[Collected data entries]
=-=-=
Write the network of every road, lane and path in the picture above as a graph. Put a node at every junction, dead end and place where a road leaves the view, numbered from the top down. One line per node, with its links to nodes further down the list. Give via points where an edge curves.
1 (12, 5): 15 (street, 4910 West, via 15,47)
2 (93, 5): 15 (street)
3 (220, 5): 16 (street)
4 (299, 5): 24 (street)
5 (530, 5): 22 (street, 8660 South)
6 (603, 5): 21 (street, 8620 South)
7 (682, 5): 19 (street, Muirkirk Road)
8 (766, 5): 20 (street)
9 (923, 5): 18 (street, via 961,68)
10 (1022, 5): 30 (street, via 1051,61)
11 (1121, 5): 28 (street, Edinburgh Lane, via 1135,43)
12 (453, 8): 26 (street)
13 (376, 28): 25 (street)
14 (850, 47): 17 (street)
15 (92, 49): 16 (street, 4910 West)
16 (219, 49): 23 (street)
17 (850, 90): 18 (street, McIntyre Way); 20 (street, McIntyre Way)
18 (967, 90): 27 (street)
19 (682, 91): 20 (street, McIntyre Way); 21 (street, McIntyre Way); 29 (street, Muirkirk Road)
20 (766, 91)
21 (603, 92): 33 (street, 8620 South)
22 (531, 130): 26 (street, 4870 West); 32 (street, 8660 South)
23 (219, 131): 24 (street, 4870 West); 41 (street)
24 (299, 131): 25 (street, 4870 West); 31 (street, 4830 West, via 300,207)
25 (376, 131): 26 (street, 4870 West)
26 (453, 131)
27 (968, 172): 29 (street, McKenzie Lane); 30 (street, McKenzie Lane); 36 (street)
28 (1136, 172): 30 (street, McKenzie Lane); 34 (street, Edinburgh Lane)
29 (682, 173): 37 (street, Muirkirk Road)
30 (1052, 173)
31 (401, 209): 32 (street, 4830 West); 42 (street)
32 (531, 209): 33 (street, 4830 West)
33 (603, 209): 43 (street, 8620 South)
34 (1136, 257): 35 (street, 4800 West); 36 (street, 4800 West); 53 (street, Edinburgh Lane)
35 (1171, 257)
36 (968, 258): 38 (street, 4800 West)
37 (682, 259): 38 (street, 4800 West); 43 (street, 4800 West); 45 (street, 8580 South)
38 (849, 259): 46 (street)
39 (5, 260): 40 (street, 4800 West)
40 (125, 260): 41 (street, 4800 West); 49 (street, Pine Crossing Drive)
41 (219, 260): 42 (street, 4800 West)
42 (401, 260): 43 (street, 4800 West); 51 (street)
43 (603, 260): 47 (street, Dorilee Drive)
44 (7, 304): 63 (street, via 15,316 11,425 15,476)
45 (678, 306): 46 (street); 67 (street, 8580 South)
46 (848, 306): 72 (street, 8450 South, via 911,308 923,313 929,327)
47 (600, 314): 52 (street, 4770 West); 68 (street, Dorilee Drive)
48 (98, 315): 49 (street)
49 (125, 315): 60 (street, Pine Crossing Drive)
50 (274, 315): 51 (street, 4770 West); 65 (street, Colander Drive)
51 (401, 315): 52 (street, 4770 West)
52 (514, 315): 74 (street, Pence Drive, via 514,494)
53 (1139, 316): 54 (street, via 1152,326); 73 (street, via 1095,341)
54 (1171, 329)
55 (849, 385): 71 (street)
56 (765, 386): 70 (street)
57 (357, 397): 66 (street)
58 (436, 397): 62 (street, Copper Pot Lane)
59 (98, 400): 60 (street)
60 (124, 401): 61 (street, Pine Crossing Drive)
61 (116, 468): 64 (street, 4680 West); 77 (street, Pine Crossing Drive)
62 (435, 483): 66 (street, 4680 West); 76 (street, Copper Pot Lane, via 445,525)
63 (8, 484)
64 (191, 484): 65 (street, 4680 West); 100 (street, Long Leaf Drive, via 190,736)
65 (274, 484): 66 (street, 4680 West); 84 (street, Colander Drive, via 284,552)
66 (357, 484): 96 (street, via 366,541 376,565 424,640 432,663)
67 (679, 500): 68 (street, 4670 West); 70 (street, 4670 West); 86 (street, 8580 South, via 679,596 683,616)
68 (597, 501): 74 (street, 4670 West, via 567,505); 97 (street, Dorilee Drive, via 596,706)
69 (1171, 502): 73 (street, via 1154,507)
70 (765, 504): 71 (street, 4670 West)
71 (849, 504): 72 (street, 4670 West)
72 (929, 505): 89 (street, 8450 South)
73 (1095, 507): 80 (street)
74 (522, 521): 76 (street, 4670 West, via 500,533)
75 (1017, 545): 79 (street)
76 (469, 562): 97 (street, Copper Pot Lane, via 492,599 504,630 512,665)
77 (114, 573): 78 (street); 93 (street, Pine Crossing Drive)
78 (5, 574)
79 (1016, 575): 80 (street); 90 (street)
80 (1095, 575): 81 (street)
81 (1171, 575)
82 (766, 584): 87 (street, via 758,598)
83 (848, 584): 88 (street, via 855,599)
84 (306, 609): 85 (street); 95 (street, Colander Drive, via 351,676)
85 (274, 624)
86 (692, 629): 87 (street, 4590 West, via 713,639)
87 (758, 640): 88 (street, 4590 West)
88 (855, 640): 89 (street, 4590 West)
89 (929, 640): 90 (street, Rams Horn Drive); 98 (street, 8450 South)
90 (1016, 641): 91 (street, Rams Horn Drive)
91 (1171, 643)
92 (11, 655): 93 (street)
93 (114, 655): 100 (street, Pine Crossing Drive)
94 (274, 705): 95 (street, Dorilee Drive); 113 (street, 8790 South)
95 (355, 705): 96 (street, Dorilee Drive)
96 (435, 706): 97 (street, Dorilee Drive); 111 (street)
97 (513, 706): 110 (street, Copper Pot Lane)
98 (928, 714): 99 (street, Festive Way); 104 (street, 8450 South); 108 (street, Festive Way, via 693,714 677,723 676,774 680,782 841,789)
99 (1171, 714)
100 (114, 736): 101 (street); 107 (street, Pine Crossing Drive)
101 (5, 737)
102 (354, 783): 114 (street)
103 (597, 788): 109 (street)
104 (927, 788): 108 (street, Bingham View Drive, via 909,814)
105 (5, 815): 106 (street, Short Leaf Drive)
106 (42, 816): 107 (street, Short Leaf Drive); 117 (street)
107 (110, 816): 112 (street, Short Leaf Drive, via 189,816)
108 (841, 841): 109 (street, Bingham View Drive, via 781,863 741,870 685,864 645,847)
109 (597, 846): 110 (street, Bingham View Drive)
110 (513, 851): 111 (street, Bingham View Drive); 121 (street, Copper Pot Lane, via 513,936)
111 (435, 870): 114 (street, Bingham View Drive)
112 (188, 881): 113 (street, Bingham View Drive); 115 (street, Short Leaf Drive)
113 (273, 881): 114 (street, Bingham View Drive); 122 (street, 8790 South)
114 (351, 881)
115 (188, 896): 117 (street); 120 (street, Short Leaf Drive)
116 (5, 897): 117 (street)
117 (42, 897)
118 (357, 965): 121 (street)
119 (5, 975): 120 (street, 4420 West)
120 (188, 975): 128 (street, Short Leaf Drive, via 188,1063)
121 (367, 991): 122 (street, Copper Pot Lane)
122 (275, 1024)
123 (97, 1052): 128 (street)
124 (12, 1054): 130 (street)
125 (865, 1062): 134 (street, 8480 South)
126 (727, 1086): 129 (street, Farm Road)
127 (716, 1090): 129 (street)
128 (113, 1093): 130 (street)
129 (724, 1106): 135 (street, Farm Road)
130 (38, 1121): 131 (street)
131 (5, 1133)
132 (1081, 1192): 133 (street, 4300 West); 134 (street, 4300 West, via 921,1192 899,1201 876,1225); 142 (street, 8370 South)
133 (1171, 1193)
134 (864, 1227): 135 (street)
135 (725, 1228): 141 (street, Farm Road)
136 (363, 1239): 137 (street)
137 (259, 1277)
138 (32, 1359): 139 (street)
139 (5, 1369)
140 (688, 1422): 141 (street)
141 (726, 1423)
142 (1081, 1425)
=-=-=
- About this exercise:
The answer is the full set of records above, repeated exactly.

- Task response:
Write the network of every road, lane and path in the picture above as a graph. Put a node at every junction, dead end and place where a road leaves the view, numbered from the top down. One line per node, with its links to nodes further down the list. Give via points where an edge curves.
1 (12, 5): 15 (street, 4910 West, via 15,47)
2 (93, 5): 15 (street)
3 (220, 5): 16 (street)
4 (299, 5): 24 (street)
5 (530, 5): 22 (street, 8660 South)
6 (603, 5): 21 (street, 8620 South)
7 (682, 5): 19 (street, Muirkirk Road)
8 (766, 5): 20 (street)
9 (923, 5): 18 (street, via 961,68)
10 (1022, 5): 30 (street, via 1051,61)
11 (1121, 5): 28 (street, Edinburgh Lane, via 1135,43)
12 (453, 8): 26 (street)
13 (376, 28): 25 (street)
14 (850, 47): 17 (street)
15 (92, 49): 16 (street, 4910 West)
16 (219, 49): 23 (street)
17 (850, 90): 18 (street, McIntyre Way); 20 (street, McIntyre Way)
18 (967, 90): 27 (street)
19 (682, 91): 20 (street, McIntyre Way); 21 (street, McIntyre Way); 29 (street, Muirkirk Road)
20 (766, 91)
21 (603, 92): 33 (street, 8620 South)
22 (531, 130): 26 (street, 4870 West); 32 (street, 8660 South)
23 (219, 131): 24 (street, 4870 West); 41 (street)
24 (299, 131): 25 (street, 4870 West); 31 (street, 4830 West, via 300,207)
25 (376, 131): 26 (street, 4870 West)
26 (453, 131)
27 (968, 172): 29 (street, McKenzie Lane); 30 (street, McKenzie Lane); 36 (street)
28 (1136, 172): 30 (street, McKenzie Lane); 34 (street, Edinburgh Lane)
29 (682, 173): 37 (street, Muirkirk Road)
30 (1052, 173)
31 (401, 209): 32 (street, 4830 West); 42 (street)
32 (531, 209): 33 (street, 4830 West)
33 (603, 209): 43 (street, 8620 South)
34 (1136, 257): 35 (street, 4800 West); 36 (street, 4800 West); 53 (street, Edinburgh Lane)
35 (1171, 257)
36 (968, 258): 38 (street, 4800 West)
37 (682, 259): 38 (street, 4800 West); 43 (street, 4800 West); 45 (street, 8580 South)
38 (849, 259): 46 (street)
39 (5, 260): 40 (street, 4800 West)
40 (125, 260): 41 (street, 4800 West); 49 (street, Pine Crossing Drive)
41 (219, 260): 42 (street, 4800 West)
42 (401, 260): 43 (street, 4800 West); 51 (street)
43 (603, 260): 47 (street, Dorilee Drive)
44 (7, 304): 63 (street, via 15,316 11,425 15,476)
45 (678, 306): 46 (street); 67 (street, 8580 South)
46 (848, 306): 72 (street, 8450 South, via 911,308 923,313 929,327)
47 (600, 314): 52 (street, 4770 West); 68 (street, Dorilee Drive)
48 (98, 315): 49 (street)
49 (125, 315): 60 (street, Pine Crossing Drive)
50 (274, 315): 51 (street, 4770 West); 65 (street, Colander Drive)
51 (401, 315): 52 (street, 4770 West)
52 (514, 315): 74 (street, Pence Drive, via 514,494)
53 (1139, 316): 54 (street, via 1152,326); 73 (street, via 1095,341)
54 (1171, 329)
55 (849, 385): 71 (street)
56 (765, 386): 70 (street)
57 (357, 397): 66 (street)
58 (436, 397): 62 (street, Copper Pot Lane)
59 (98, 400): 60 (street)
60 (124, 401): 61 (street, Pine Crossing Drive)
61 (116, 468): 64 (street, 4680 West); 77 (street, Pine Crossing Drive)
62 (435, 483): 66 (street, 4680 West); 76 (street, Copper Pot Lane, via 445,525)
63 (8, 484)
64 (191, 484): 65 (street, 4680 West); 100 (street, Long Leaf Drive, via 190,736)
65 (274, 484): 66 (street, 4680 West); 84 (street, Colander Drive, via 284,552)
66 (357, 484): 96 (street, via 366,541 376,565 424,640 432,663)
67 (679, 500): 68 (street, 4670 West); 70 (street, 4670 West); 86 (street, 8580 South, via 679,596 683,616)
68 (597, 501): 74 (street, 4670 West, via 567,505); 97 (street, Dorilee Drive, via 596,706)
69 (1171, 502): 73 (street, via 1154,507)
70 (765, 504): 71 (street, 4670 West)
71 (849, 504): 72 (street, 4670 West)
72 (929, 505): 89 (street, 8450 South)
73 (1095, 507): 80 (street)
74 (522, 521): 76 (street, 4670 West, via 500,533)
75 (1017, 545): 79 (street)
76 (469, 562): 97 (street, Copper Pot Lane, via 492,599 504,630 512,665)
77 (114, 573): 78 (street); 93 (street, Pine Crossing Drive)
78 (5, 574)
79 (1016, 575): 80 (street); 90 (street)
80 (1095, 575): 81 (street)
81 (1171, 575)
82 (766, 584): 87 (street, via 758,598)
83 (848, 584): 88 (street, via 855,599)
84 (306, 609): 85 (street); 95 (street, Colander Drive, via 351,676)
85 (274, 624)
86 (692, 629): 87 (street, 4590 West, via 713,639)
87 (758, 640): 88 (street, 4590 West)
88 (855, 640): 89 (street, 4590 West)
89 (929, 640): 90 (street, Rams Horn Drive); 98 (street, 8450 South)
90 (1016, 641): 91 (street, Rams Horn Drive)
91 (1171, 643)
92 (11, 655): 93 (street)
93 (114, 655): 100 (street, Pine Crossing Drive)
94 (274, 705): 95 (street, Dorilee Drive); 113 (street, 8790 South)
95 (355, 705): 96 (street, Dorilee Drive)
96 (435, 706): 97 (street, Dorilee Drive); 111 (street)
97 (513, 706): 110 (street, Copper Pot Lane)
98 (928, 714): 99 (street, Festive Way); 104 (street, 8450 South); 108 (street, Festive Way, via 693,714 677,723 676,774 680,782 841,789)
99 (1171, 714)
100 (114, 736): 101 (street); 107 (street, Pine Crossing Drive)
101 (5, 737)
102 (354, 783): 114 (street)
103 (597, 788): 109 (street)
104 (927, 788): 108 (street, Bingham View Drive, via 909,814)
105 (5, 815): 106 (street, Short Leaf Drive)
106 (42, 816): 107 (street, Short Leaf Drive); 117 (street)
107 (110, 816): 112 (street, Short Leaf Drive, via 189,816)
108 (841, 841): 109 (street, Bingham View Drive, via 781,863 741,870 685,864 645,847)
109 (597, 846): 110 (street, Bingham View Drive)
110 (513, 851): 111 (street, Bingham View Drive); 121 (street, Copper Pot Lane, via 513,936)
111 (435, 870): 114 (street, Bingham View Drive)
112 (188, 881): 113 (street, Bingham View Drive); 115 (street, Short Leaf Drive)
113 (273, 881): 114 (street, Bingham View Drive); 122 (street, 8790 South)
114 (351, 881)
115 (188, 896): 117 (street); 120 (street, Short Leaf Drive)
116 (5, 897): 117 (street)
117 (42, 897)
118 (357, 965): 121 (street)
119 (5, 975): 120 (street, 4420 West)
120 (188, 975): 128 (street, Short Leaf Drive, via 188,1063)
121 (367, 991): 122 (street, Copper Pot Lane)
122 (275, 1024)
123 (97, 1052): 128 (street)
124 (12, 1054): 130 (street)
125 (865, 1062): 134 (street, 8480 South)
126 (727, 1086): 129 (street, Farm Road)
127 (716, 1090): 129 (street)
128 (113, 1093): 130 (street)
129 (724, 1106): 135 (street, Farm Road)
130 (38, 1121): 131 (street)
131 (5, 1133)
132 (1081, 1192): 133 (street, 4300 West); 134 (street, 4300 West, via 921,1192 899,1201 876,1225); 142 (street, 8370 South)
133 (1171, 1193)
134 (864, 1227): 135 (street)
135 (725, 1228): 141 (street, Farm Road)
136 (363, 1239): 137 (street)
137 (259, 1277)
138 (32, 1359): 139 (street)
139 (5, 1369)
140 (688, 1422): 141 (street)
141 (726, 1423)
142 (1081, 1425)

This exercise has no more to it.